I think it’s going to get a lot worse, yet.
. . .
Social networking continues to be the biggest thing since the printing press, and twice as revolutionary. SXSW came and went, and seemed to confirm the predictions that 2010 would be “the year of location.” The Tennessean took a picture of me checking in on Foursquare at Panera Bread. The lady who interviewed me for the piece admitted she didn’t own a Blackberry or iPhone, but was charged with writing it anyway. She did a great job. (I’m biased, though. It was a nice photo.)
I liked her a lot more than the “social media experts” who have all appeared from nowhere, as numerous as fixie-riding hipsters in East Nashville. You can’t swing a kitteh or walk past the beer keg at the CentreSource mixer without tripping over some fresh-faced, so-called social media “maven”. Me, I think you aren’t an expert unless people are actually paying you for it and it has a budget, as opposed to being someone who posts links to cats-on-a-treadmill videos.
Facebook continues to be bigger than anything except Google, which, strangely enough, hasn’t cracked social in a meaningful way. Yet. Buzz was dead in 5 minutes. No one cares. Everyone and his grandmother is too busy being outraged every time Facebook tries to do something to make money. They complain that our privacy has been violated. Of course, there’s no such thing as privacy on any social network. What’s really going on is that we suspect Zuckerberg and other young devil-may-care types are getting rich by using information we posted on the internet. Aaron Sorkin is working on a movie about this. It should be fun.
. . .
On to style. There’s great news. There are signs that folks are actually getting less frumpy, looking less like they dressed from the dirty clothes pile, and that they care about their looks. I am seeing combed hair.
There are even a few brave souls who are getting it: simple, clean and crisp is the new hotness.
Then, there are the rest of you. Let’s review.
- Ink is over, unless you get some. Then it’s forever. Please don’t. There is a fact about tattoos no one under 35 will say out loud: you will eventually regret those. Trust me.
- Fixie bikes suck, unless you are a real cyclist in training.
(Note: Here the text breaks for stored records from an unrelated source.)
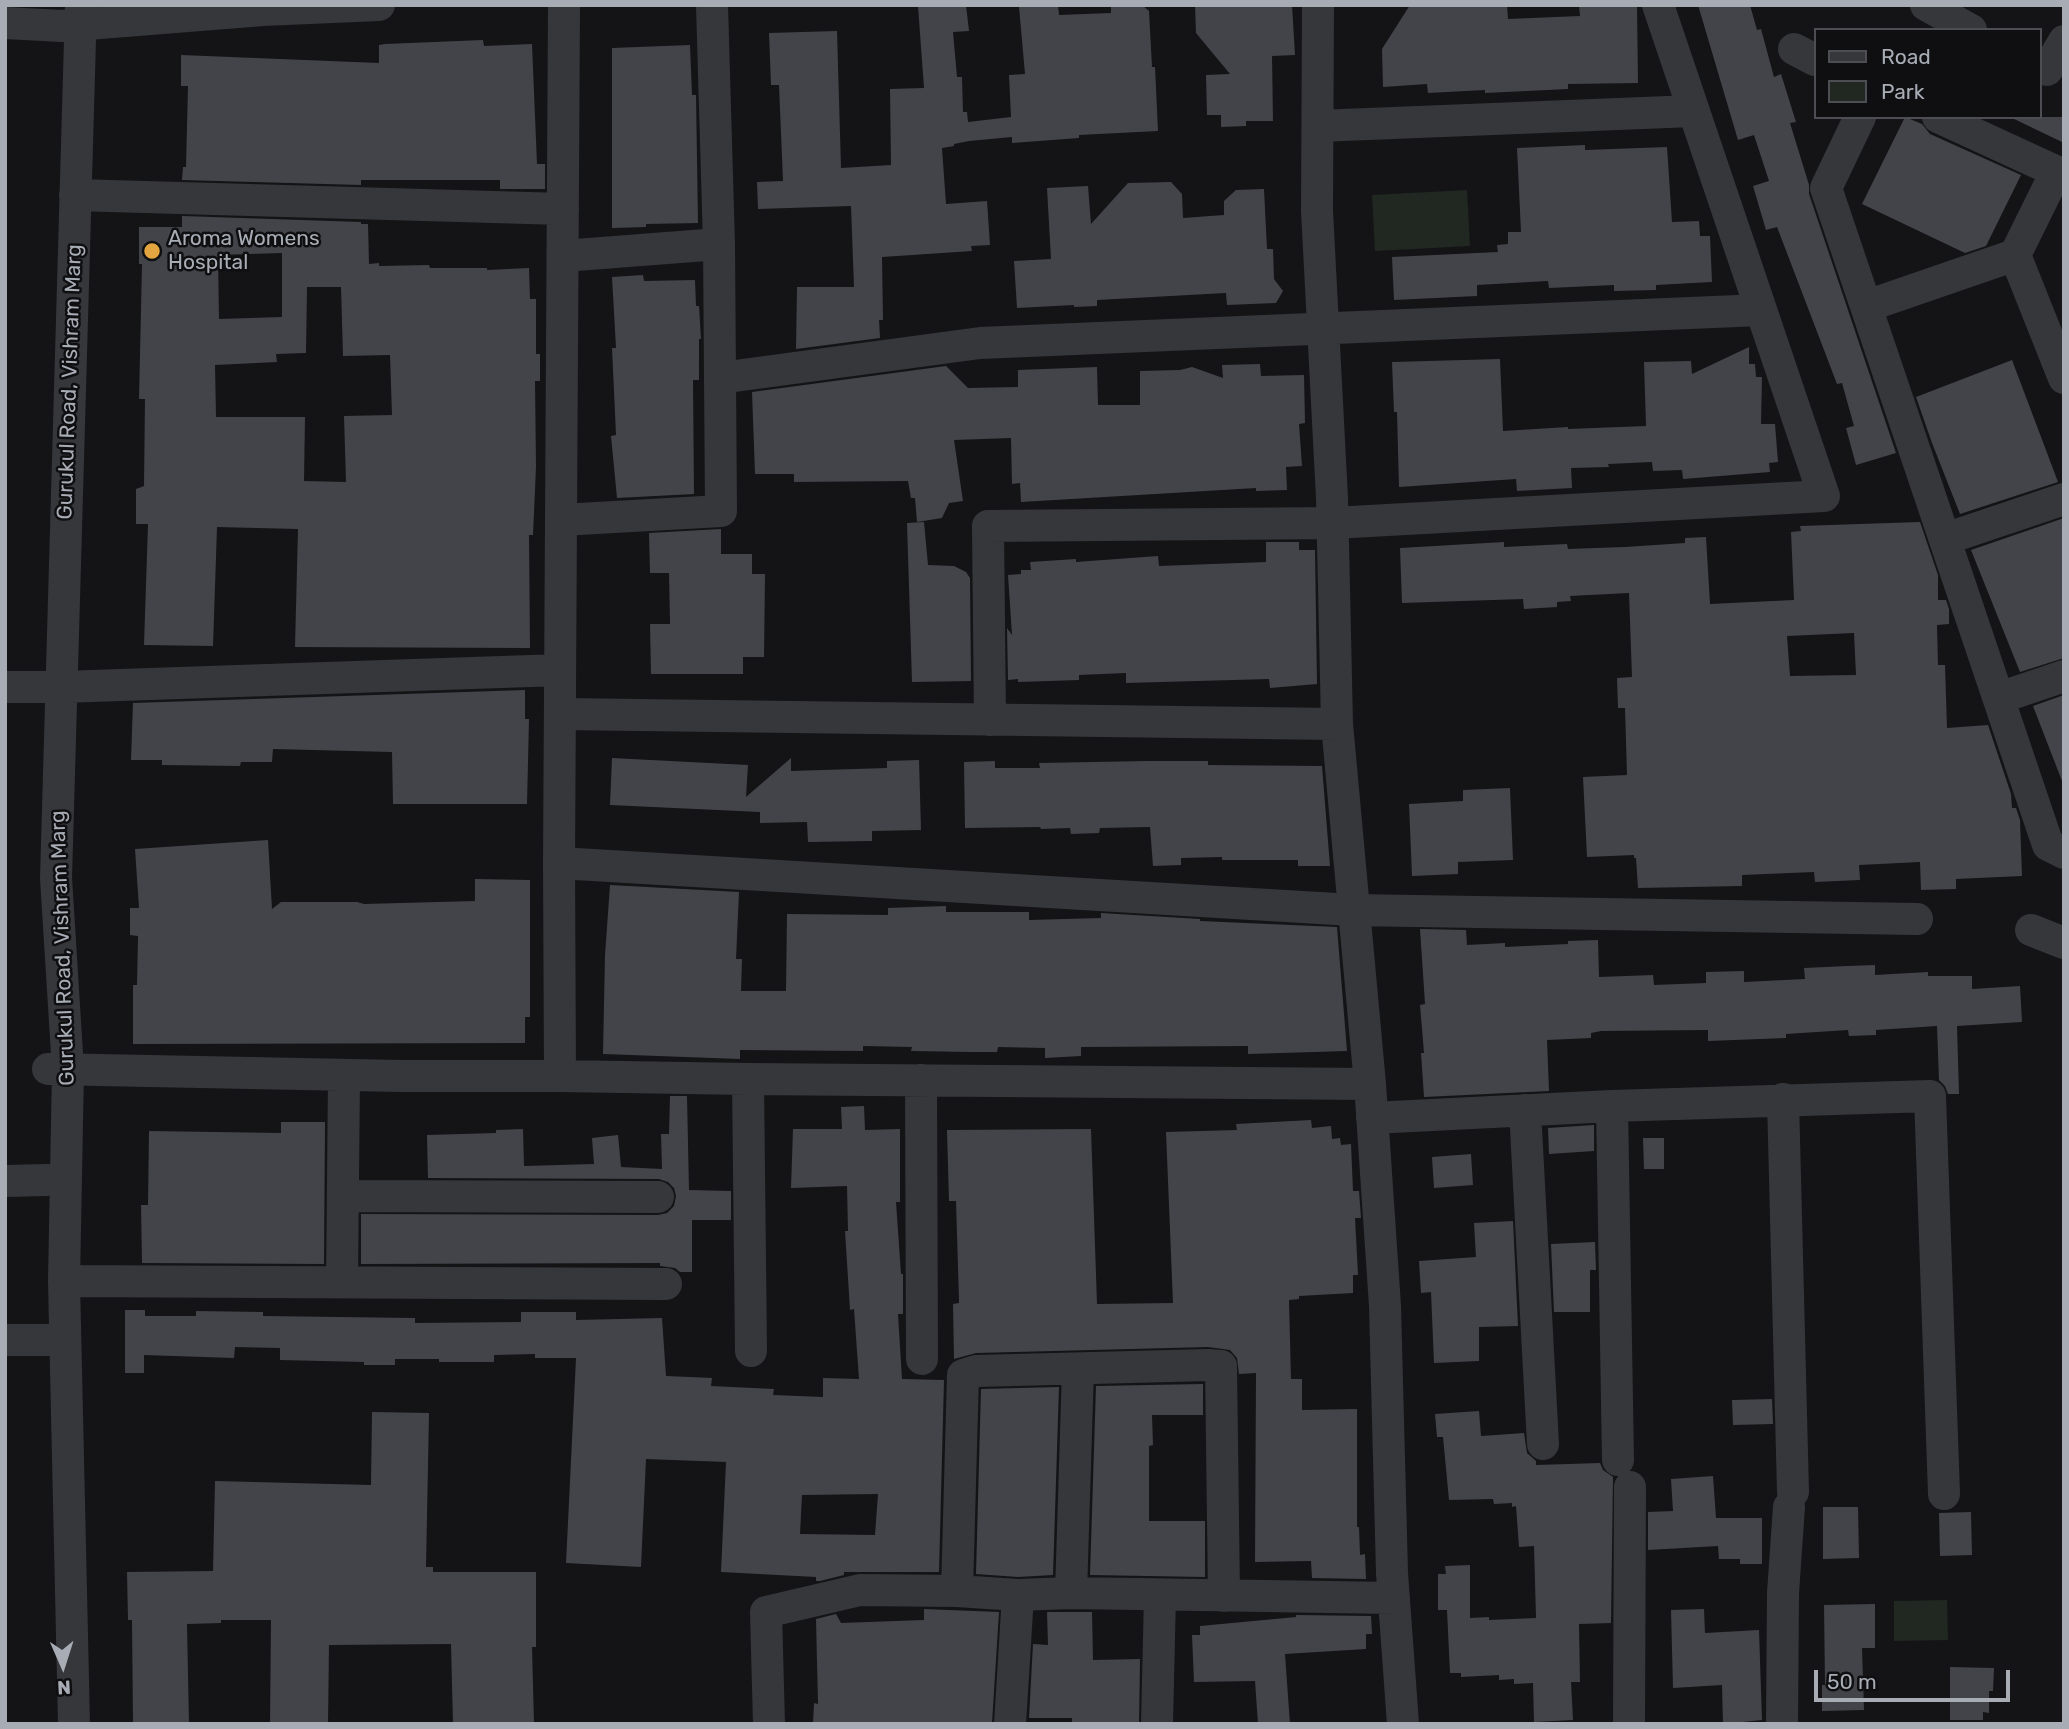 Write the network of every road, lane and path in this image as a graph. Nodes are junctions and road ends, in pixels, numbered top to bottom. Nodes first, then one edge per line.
1 (379, 5) edge
2 (564, 5) edge
3 (712, 5) edge
4 (1318, 5) edge
5 (1658, 5) edge
6 (1926, 5) edge
7 (263, 8) edge
8 (71, 15) edge
9 (5, 23) edge
10 (1967, 28) edge
11 (2064, 41) edge
12 (2041, 67) edge
13 (1693, 111) junction
14 (1859, 119) edge
15 (1942, 119) edge
16 (1318, 126) junction
17 (2060, 174) edge
18 (75, 195) junction
19 (563, 209) junction
20 (719, 244) junction
21 (2015, 255) junction
22 (563, 256) junction
23 (1867, 306) junction
24 (1761, 310) junction
25 (1323, 330) junction
26 (2063, 374) edge
27 (720, 378) junction
28 (2064, 499) edge
29 (561, 520) junction
30 (1333, 523) junction
31 (1945, 539) junction
32 (560, 670) junction
33 (2064, 676) edge
34 (5, 687) edge
35 (54, 687) junction
36 (1999, 698) junction
37 (560, 714) junction
38 (990, 720) junction
39 (1337, 724) junction
40 (2064, 853) edge
41 (559, 863) junction
42 (1353, 910) junction
43 (1917, 919) dead end
44 (2031, 930) dead end
45 (2064, 943) edge
46 (57, 1070) junction
47 (344, 1076) junction
48 (560, 1076) junction
49 (748, 1079) junction
50 (920, 1080) junction
51 (1370, 1084) junction
52 (1783, 1099) junction
53 (1612, 1106) junction
54 (1525, 1110) junction
55 (1372, 1118) junction
56 (47, 1180) junction
57 (5, 1181) edge
58 (343, 1196) junction
59 (658, 1197) dead end
60 (64, 1281) junction
61 (342, 1282) junction
62 (666, 1283) dead end
63 (5, 1340) edge
64 (50, 1340) junction
65 (751, 1351) dead end
66 (922, 1359) dead end
67 (1078, 1368) junction
68 (1543, 1444) dead end
69 (1944, 1494) dead end
70 (957, 1591) junction
71 (1071, 1593) junction
72 (1017, 1595) junction
73 (1160, 1595) junction
74 (1224, 1596) junction
75 (1394, 1598) junction
76 (58, 1724) edge
77 (74, 1724) edge
78 (769, 1724) edge
79 (1010, 1724) edge
80 (1157, 1724) edge
81 (1403, 1724) edge
82 (1629, 1724) edge
83 (1782, 1724) edge

1 - 7 street
2 - 19 street
3 - 20 street
4 - 16 street
5 - 13 street
6 - 10 street
7 - 8 street
8 - 9 street
8 - 18 street, Gurukul Road, Vishram Marg
8 - 35 street, Gurukul Road, Vishram Marg
11 - 12 street
13 - 16 street
13 - 24 street
14 - 23 street
15 - 17 street
16 - 25 street
17 - 21 street
18 - 19 street
18 - 35 street, Gurukul Road, Vishram Marg
19 - 22 street
20 - 22 street
20 - 27 street
21 - 23 street
21 - 26 street
22 - 29 street
23 - 31 street
24 - 25 street
24 - 30 street
25 - 27 street
25 - 30 street
27 - 29 street
28 - 31 street
29 - 32 street
30 - 38 street
30 - 39 street
31 - 36 street
32 - 35 street
32 - 37 street
33 - 36 street
34 - 35 street
35 - 46 street, Gurukul Road, Vishram Marg
36 - 40 street
37 - 38 street
37 - 41 street
38 - 39 street
39 - 42 street
41 - 42 street
41 - 48 street
42 - 43 street
42 - 51 street
44 - 45 street
46 - 47 street
46 - 56 street, Gurukul Road, Vishram Marg
46 - 60 street, Gurukul Road, Vishram Marg
47 - 48 street
47 - 58 street
48 - 49 street
49 - 50 street
49 - 65 street
50 - 51 street
50 - 66 street
51 - 55 street
52 - 53 street
52 - 69 street
52 - 83 street
53 - 54 street
53 - 82 street
54 - 55 street
54 - 68 street
55 - 75 street
56 - 57 street
56 - 64 street, Gurukul Road, Vishram Marg
58 - 59 street
58 - 61 street
60 - 61 street
60 - 77 street, Gurukul Road, Vishram Marg
61 - 62 street
63 - 64 street
64 - 76 street, Gurukul Road, Vishram Marg
67 - 70 street
67 - 71 street
67 - 74 street
70 - 72 street
70 - 78 street
71 - 72 street
71 - 73 street
72 - 79 street
73 - 74 street
73 - 80 street
74 - 75 street
75 - 81 street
Get a gearshift, stupid; it’s hilly.
- Oversized aviator sunglasses are really, really awful. There was fun in overstated eyewear for a while, but now we all look silly, like we’re wearing clown shoes.
- Gladiator shoes and sandals that wrap around the ankle scream “photo of your Mom when she looked really, really dumb”. Look down. Yep, that’s you. But your Mom didn’t have Flikr abums. You do.
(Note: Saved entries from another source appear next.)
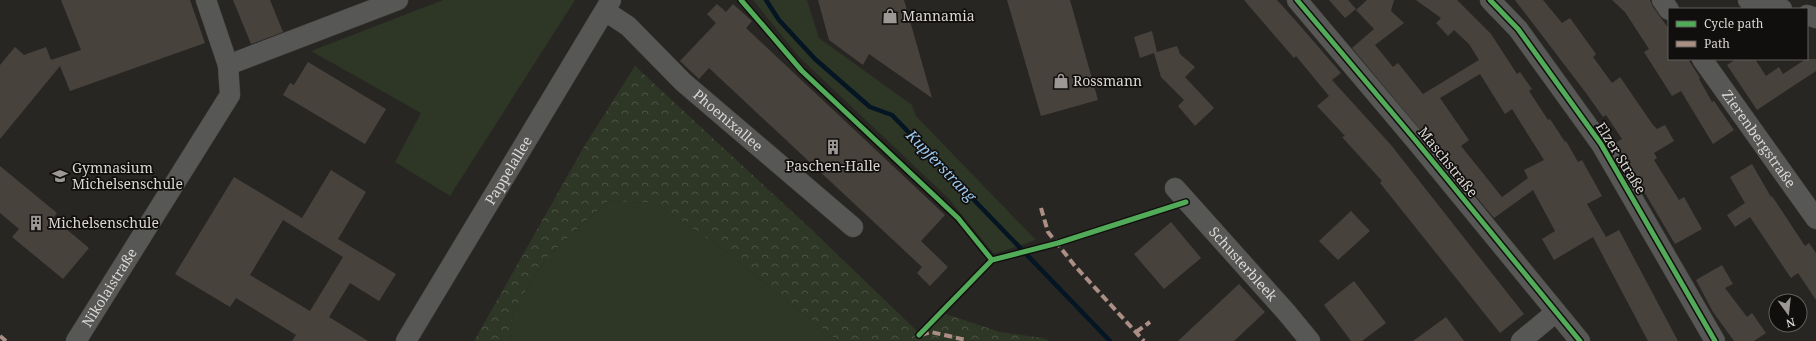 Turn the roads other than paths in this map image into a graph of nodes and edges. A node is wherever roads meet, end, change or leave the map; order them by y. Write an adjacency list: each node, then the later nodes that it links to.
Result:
1 (206, 0): 11 (street, Nikolaistraße)
2 (398, 0): 11 (street)
3 (1297, 0): 15 (street, Maschstraße)
4 (1490, 0): 21 (street, Elzer Straße)
5 (1662, 0): 9 (street)
6 (1748, 0): 8 (street)
7 (608, 6): 14 (street, Phoenixallee); 17 (street, Pappelallee)
8 (1778, 8)
9 (1668, 9)
10 (1703, 60): 13 (street, Zierenbergstraße)
11 (228, 64): 16 (street, Nikolaistraße)
12 (1175, 188): 18 (street, Schusterbleek)
13 (1816, 219)
14 (853, 228)
15 (1556, 312): 19 (street); 20 (street, Maschstraße)
16 (76, 341)
17 (406, 341)
18 (1310, 341)
19 (1521, 341)
20 (1580, 341)
21 (1715, 341)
- Gaudy neckwear isn’t for everyone. It probably isn’t for you. Get a solitaire. Even a Tiffany charm on a chain is better than that junkyard over your boobs, unless you are the kind of lady who really can pull off a vintage dress and a fascinator in your hair.
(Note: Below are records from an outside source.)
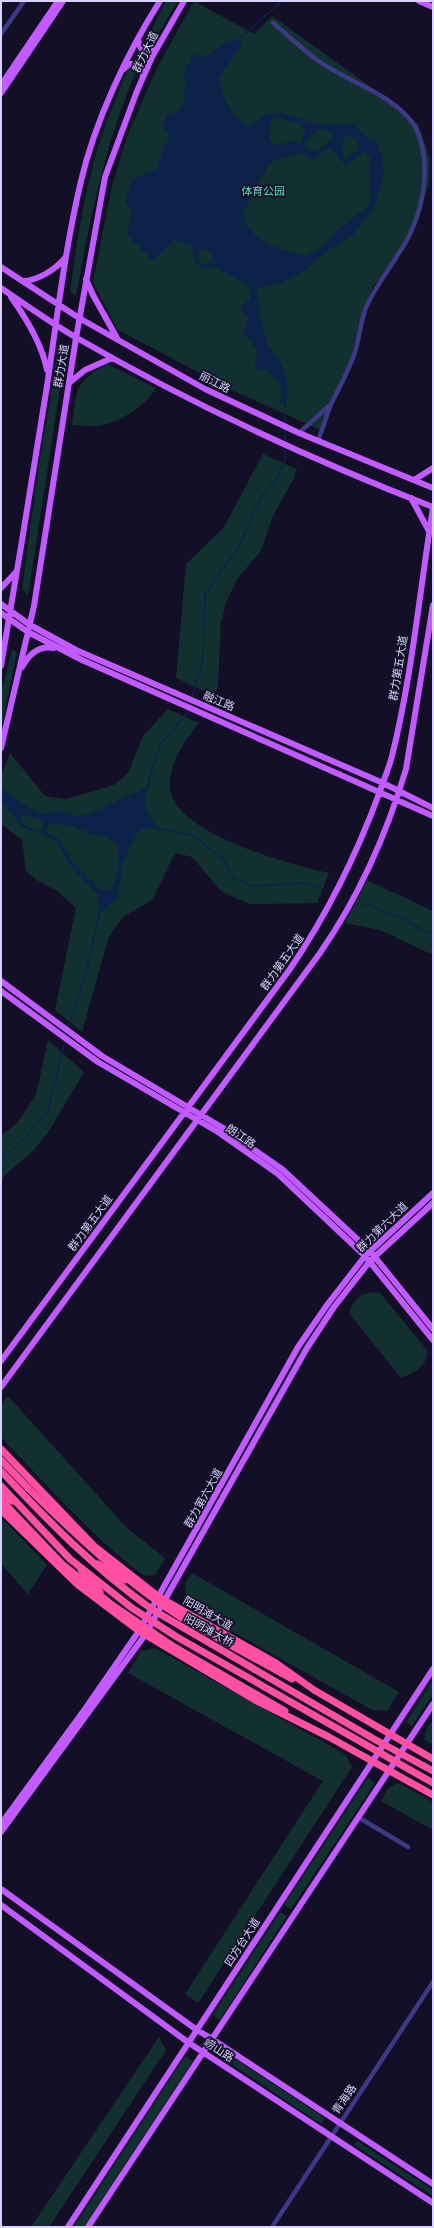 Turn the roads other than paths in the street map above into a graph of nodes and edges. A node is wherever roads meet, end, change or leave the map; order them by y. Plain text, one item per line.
1 (24, 1) edge
2 (58, 1) edge
3 (63, 1) edge
4 (160, 1) edge
5 (184, 1) edge
6 (419, 1) edge
7 (433, 7) edge
8 (273, 23) dead end
9 (1, 34) edge
10 (138, 39) junction
11 (156, 49) junction
12 (123, 70) junction
13 (144, 76) junction
14 (1, 85) edge
15 (1, 92) edge
16 (67, 256) junction
17 (1, 267) edge
18 (86, 278) junction
19 (22, 281) junction
20 (1, 288) edge
21 (7, 292) junction
22 (59, 306) junction
23 (79, 318) junction
24 (56, 325) junction
25 (76, 338) junction
26 (118, 340) junction
27 (112, 358) junction
28 (48, 376) junction
29 (69, 383) junction
30 (331, 404) junction
31 (299, 433) junction
32 (318, 441) junction
33 (433, 468) edge
34 (414, 480) junction
35 (433, 488) edge
36 (411, 498) junction
37 (433, 507) edge
38 (429, 531) junction
39 (17, 569) junction
40 (1, 588) edge
41 (1, 604) edge
42 (433, 605) edge
43 (10, 610) junction
44 (1, 613) edge
45 (9, 619) junction
46 (30, 625) junction
47 (28, 632) junction
48 (61, 650) junction
49 (1, 666) edge
50 (19, 674) junction
51 (1, 748) edge
52 (383, 783) junction
53 (380, 791) junction
54 (399, 791) junction
55 (396, 799) junction
56 (433, 808) edge
57 (433, 816) edge
58 (1, 982) edge
59 (1, 991) edge
60 (188, 1107) junction
61 (184, 1113) junction
62 (201, 1114) junction
63 (196, 1120) junction
64 (433, 1193) edge
65 (433, 1203) edge
66 (370, 1251) junction
67 (365, 1256) junction
68 (375, 1256) junction
69 (370, 1261) junction
70 (433, 1329) edge
71 (433, 1340) edge
72 (1, 1360) edge
73 (1, 1387) edge
74 (1, 1449) edge
75 (1, 1460) edge
76 (8, 1466) junction
77 (1, 1471) edge
78 (1, 1486) edge
79 (1, 1492) edge
80 (26, 1497) junction
81 (1, 1500) edge
82 (19, 1506) junction
83 (1, 1510) edge
84 (85, 1557) junction
85 (75, 1564) junction
86 (132, 1584) junction
87 (162, 1598) junction
88 (112, 1605) junction
89 (142, 1633) junction
90 (433, 1669) edge
91 (314, 1690) junction
92 (433, 1704) edge
93 (390, 1734) junction
94 (329, 1737) junction
95 (406, 1744) junction
96 (433, 1759) edge
97 (372, 1761) junction
98 (389, 1771) junction
99 (433, 1771) edge
100 (433, 1782) edge
101 (433, 1795) edge
102 (358, 1817) junction
103 (1, 1824) edge
104 (1, 1832) edge
105 (408, 1847) dead end
106 (1, 1889) edge
107 (1, 1905) edge
108 (433, 1982) edge
109 (197, 2030) junction
110 (212, 2039) junction
111 (189, 2043) junction
112 (204, 2052) junction
113 (340, 2122) junction
114 (331, 2136) junction
115 (433, 2184) edge
116 (433, 2203) edge
117 (68, 2227) edge
118 (88, 2227) edge
119 (272, 2227) edge

1 - 9 street
2 - 14 main road
3 - 15 main road
4 - 10 main road, 群力大道
5 - 11 main road, 群力大道
6 - 7 main road
8 - 30 street
10 - 11 main road
10 - 12 main road, 群力大道
11 - 13 main road, 群力大道
12 - 13 main road
12 - 16 main road, 群力大道
13 - 18 main road, 群力大道
16 - 19 main road
16 - 22 main road, 群力大道
17 - 19 main road, 丽江路
18 - 23 main road, 群力大道
18 - 26 main road
19 - 22 main road, 丽江路
20 - 21 main road
21 - 24 main road
21 - 28 main road
22 - 23 main road, 丽江路
22 - 24 main road, 群力大道
23 - 25 main road, 群力大道
23 - 26 main road, 丽江路
24 - 25 main road
24 - 28 main road, 群力大道
25 - 27 main road
25 - 29 main road, 群力大道
26 - 31 main road, 丽江路
27 - 29 main road
27 - 36 main road
28 - 39 main road, 群力大道
29 - 46 main road, 群力大道
30 - 31 street
30 - 32 street
31 - 32 main road, 丽江路
32 - 34 main road, 丽江路
33 - 34 main road
34 - 35 main road, 丽江路
36 - 37 main road
36 - 38 main road
37 - 38 main road, 群力第五大道
38 - 52 main road, 群力第五大道
39 - 40 main road
39 - 43 main road, 群力大道
41 - 43 main road, 融江路
42 - 54 main road
43 - 45 main road, 群力大道
43 - 46 main road, 融江路
44 - 45 main road, 融江路
45 - 47 main road, 融江路
45 - 49 main road, 群力大道
46 - 47 main road, 群力大道
46 - 52 main road, 融江路
47 - 48 main road, 融江路
47 - 50 main road, 群力大道
48 - 50 main road
48 - 53 main road, 融江路
50 - 51 main road, 群力大道
52 - 53 main road, 群力第五大道
52 - 54 main road, 融江路
53 - 55 main road, 融江路
53 - 60 main road, 群力第五大道
54 - 55 main road
54 - 56 main road, 融江路
55 - 57 main road, 融江路
55 - 62 main road
58 - 60 main road, 朗江路
59 - 61 main road, 朗江路
60 - 61 main road, 群力第五大道
60 - 62 main road, 朗江路
61 - 63 main road, 朗江路
61 - 72 main road, 群力第五大道
62 - 63 main road
62 - 66 main road, 朗江路
63 - 67 main road, 朗江路
63 - 73 main road
64 - 66 main road, 群力第六大道
65 - 68 main road, 群力第六大道
66 - 67 main road, 群力第六大道
66 - 68 main road, 朗江路
67 - 69 main road, 朗江路
67 - 87 main road, 群力第六大道
68 - 69 main road, 群力第六大道
68 - 70 main road, 朗江路
69 - 71 main road, 朗江路
69 - 87 main road, 群力第六大道
74 - 87 highway, 阳明滩大道
75 - 76 highway
76 - 80 highway, bridge
76 - 86 highway, bridge
77 - 80 highway, 阳明滩大桥, bridge
78 - 82 highway, 阳明滩大桥, bridge
79 - 82 highway, bridge
80 - 84 highway, 阳明滩大桥, bridge
81 - 88 highway
82 - 85 highway, 阳明滩大桥, bridge
83 - 89 highway
84 - 86 highway, bridge
84 - 99 highway, 阳明滩大桥, bridge
85 - 88 highway, bridge
85 - 100 highway, 阳明滩大桥, bridge
86 - 91 highway, bridge
87 - 89 main road, 群力第六大道
87 - 91 highway, 阳明滩大道
88 - 94 highway, bridge
89 - 94 highway
89 - 103 main road, 群力第六大道
89 - 104 main road, 群力第六大道
90 - 93 main road, 四方台大道
91 - 93 highway, 阳明滩大道
92 - 95 main road
93 - 95 highway, 阳明滩大道
93 - 97 main road, 四方台大道
94 - 97 highway
95 - 96 highway, 阳明滩大道
95 - 98 main road
97 - 98 highway
97 - 109 main road, 四方台大道
98 - 101 highway
98 - 102 main road
102 - 105 street
102 - 110 main road
106 - 109 main road, 崂山路
107 - 111 main road, 崂山路
108 - 113 street, 青海路
109 - 110 main road, 崂山路
109 - 111 main road, 四方台大道
110 - 112 main road
110 - 113 main road, 崂山路
111 - 112 main road, 崂山路
111 - 117 main road, 四方台大道
112 - 114 main road, 崂山路
112 - 118 main road
113 - 114 street, 青海路
113 - 115 main road, 崂山路
114 - 116 main road, 崂山路
114 - 119 street, 青海路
- Designer jeans are super, super-silly. And $300 jeans from a “vintage denim boutique”? Really?
- Eye makeup. Some of you are still overdoing it. Clean up. Also, the thing that makes your cheekbones stand out while the rest of your face looks emaciated? It is not pretty.
- Men: plaid shirts with faux-pearl snaps are ugly. The rest of you who are straight are probably clueless, so stick to a t-shirt and jeans, or khaki shorts. No madras.
. . .
Lastly, at midpoint 2010, I have these opinions, which will make me look grumpy and unhip. Don’t care: Glee should not do covers of AC/DC songs, Lady Gaga is poo, and knowing how to write complete sentences is the new sexy.
It’s almost time for the new season of Mad Men. You are free to go.